- Sheet music cover
- Music: Meyer Lutz
- Lyrics: Richard Butler Henry Chance Newton
- Book: Richard Butler Henry Chance Newton
- Productions: 1887 West End

= Frankenstein, or The Vampire's Victim =

Frankenstein, or The Vampire's Victim (sometimes called Frankenstein, or The Model Man) is a musical burlesque in three acts written by Richard Henry (a pseudonym of Richard Butler and Henry Chance Newton). The music was composed by Meyer Lutz. The piece is a burlesque loosely based on the 1818 Mary Shelley novel Frankenstein; or, The Modern Prometheus and the Adelphi Theatre drama based on the novel.

Opening at the Gaiety Theatre, London on 24 December 1887, the production ran until late April. It starred Nellie Farren as Dr. Frankenstein and Fred Leslie as a monster who is in touch with his feminine side. The Victorian audiences found the piece too feminist in tone. In addition, the public was annoyed at George Edwardes, who had reduced the size of the inexpensive "pit" in favour of more "stalls". The piece also featured Marion Hood as the doctor's love interest Tartina; E. J. Lonnen as the vampire Visconti; Emily Cross as Mary Ann; Sylvia Grey as Tamburina, goddess of the sun; Sybil Grey as Vanilla; the dancer John D'Auban as Demonico; and Frank Thornton as Schwank.

==Plot==
Frankenstein, or The Vampire's Victim features a convoluted plot with Act I featuring a golem like creature who kidnaps Frankenstein in Germany; Act II featuring Frankenstein as a prisoner of Spanish bandits who eventually becomes their leader; and Act III beginning in the Vampire's Club and then after several misadventures ultimately concluding in the Arctic with a scene of dancing sailors and bears; one of whom is Frankenstein in disguise.

==Background==
This type of work, the Victorian burlesque, was popular in Britain at the time. Other examples include The Bohemian G-yurl and the Unapproachable Pole (1877), Blue Beard (1882), Ariel (1883, by F. C. Burnand), Galatea, or Pygmalion Reversed (1883), Little Jack Sheppard (1885), Monte Cristo Jr. (1886), Miss Esmeralda (1887), Mazeppa, Faust up to Date (1888), Ruy Blas and the Blasé Roué (1888), Carmen up to Data (1890), and Don Juan (1892, with lyrics by Adrian Ross).

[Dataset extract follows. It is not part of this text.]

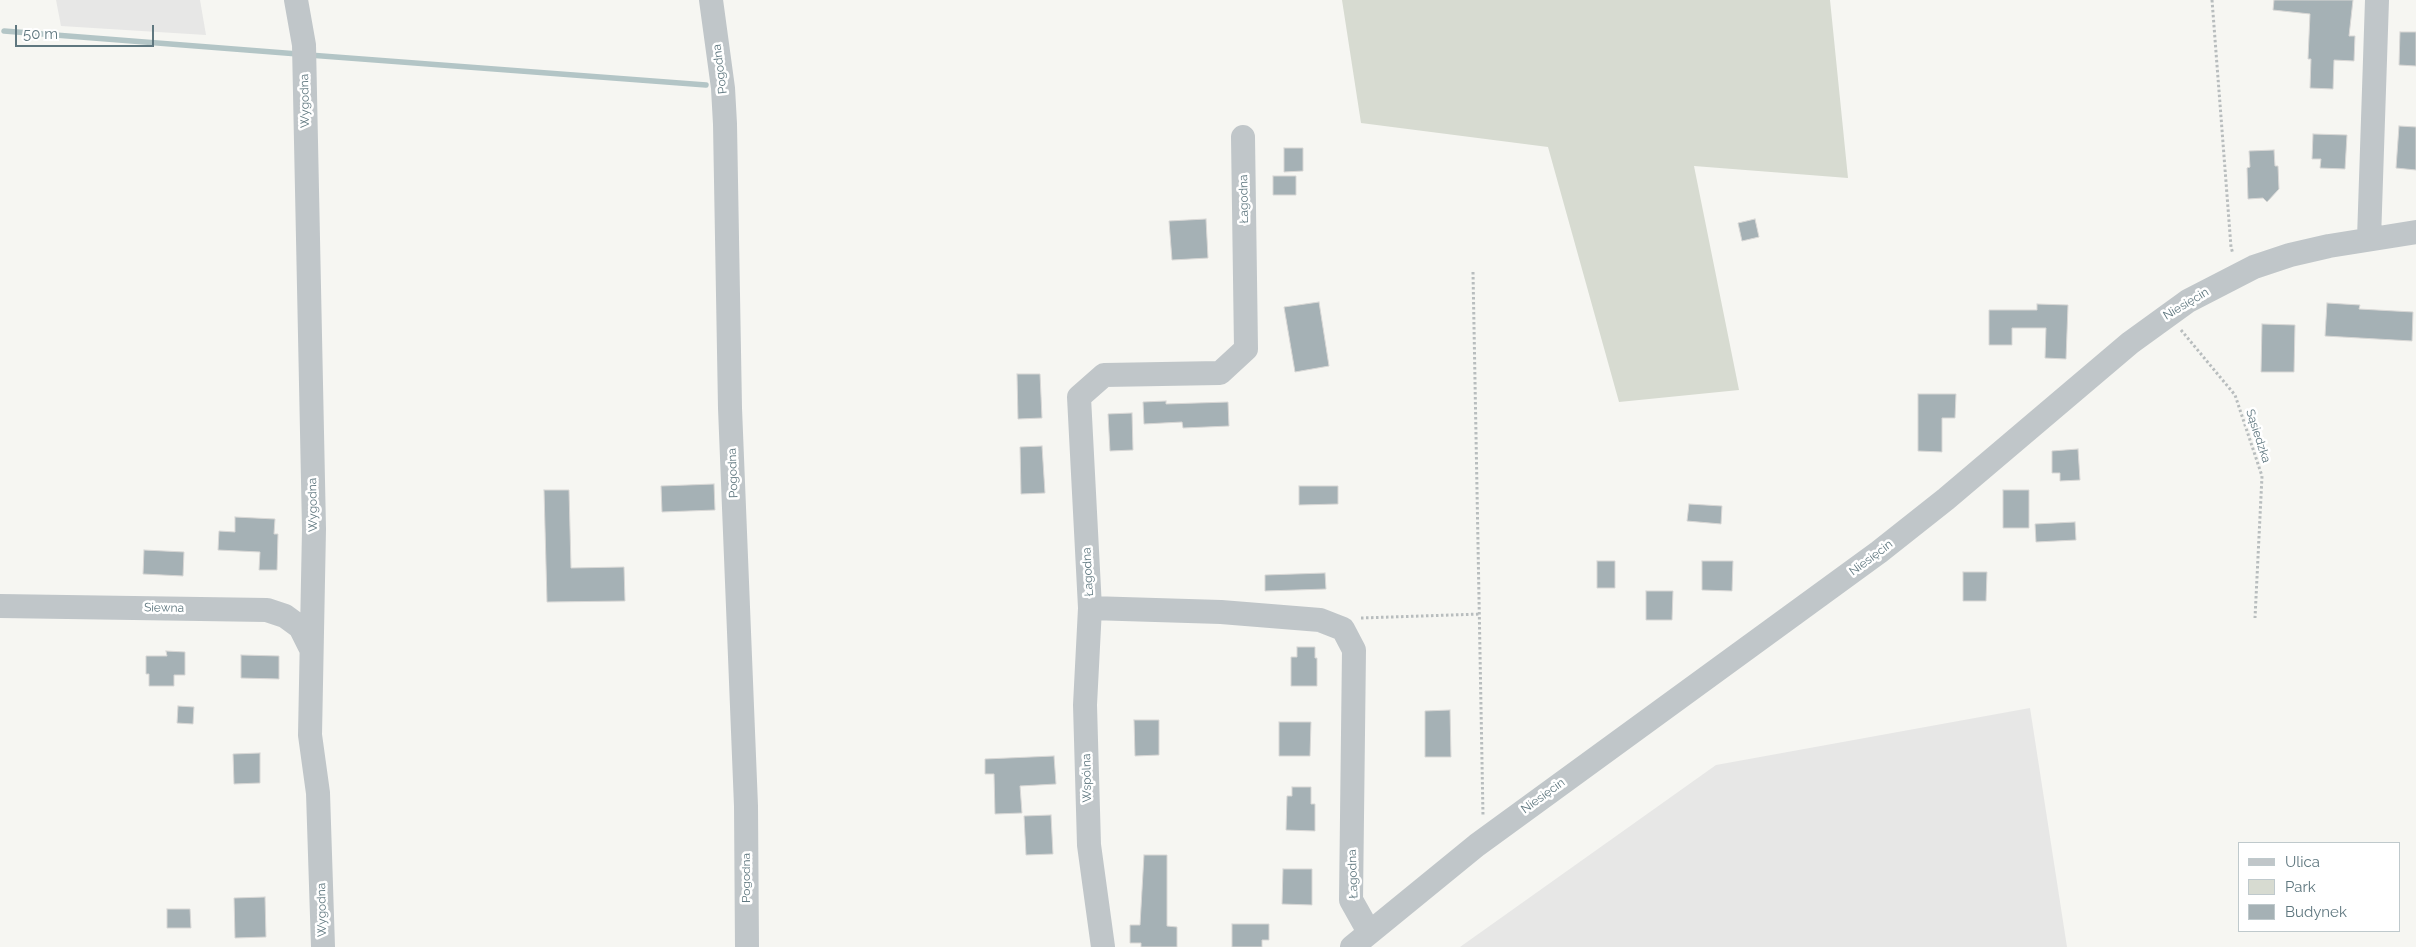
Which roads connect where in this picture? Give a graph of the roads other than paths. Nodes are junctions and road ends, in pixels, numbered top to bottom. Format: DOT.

John Hollingshead had managed the Gaiety Theatre from 1868 to 1886 as a venue for variety, continental operetta, light comedy, and numerous musical burlesques composed or arranged by the theatre's music director, Wilhelm Meyer Lutz. Hollingshead called himself a "licensed dealer in legs, short skirts, French adaptations, Shakespeare, taste and musical glasses." In 1886, Hollingshead ceded the management of the theatre to George Edwardes, whom he had hired in 1885. Edwardes expanded the burlesque format from one act to full-length pieces with original music by Lutz, instead of scores compiled from popular tunes, and choreography by the theatre's dance-master, John D'Auban. Nellie Farren, as the theatre's "principal boy," and Fred Leslie starred at the Gaiety for over 20 years. Leslie wrote many of its pieces under his pseudonym, "A. C. Torr". In the early 1890s, as Burlesque went out of fashion, Edwardes changed the focus of the theatre from musical burlesque to the new genre of Edwardian musical comedy.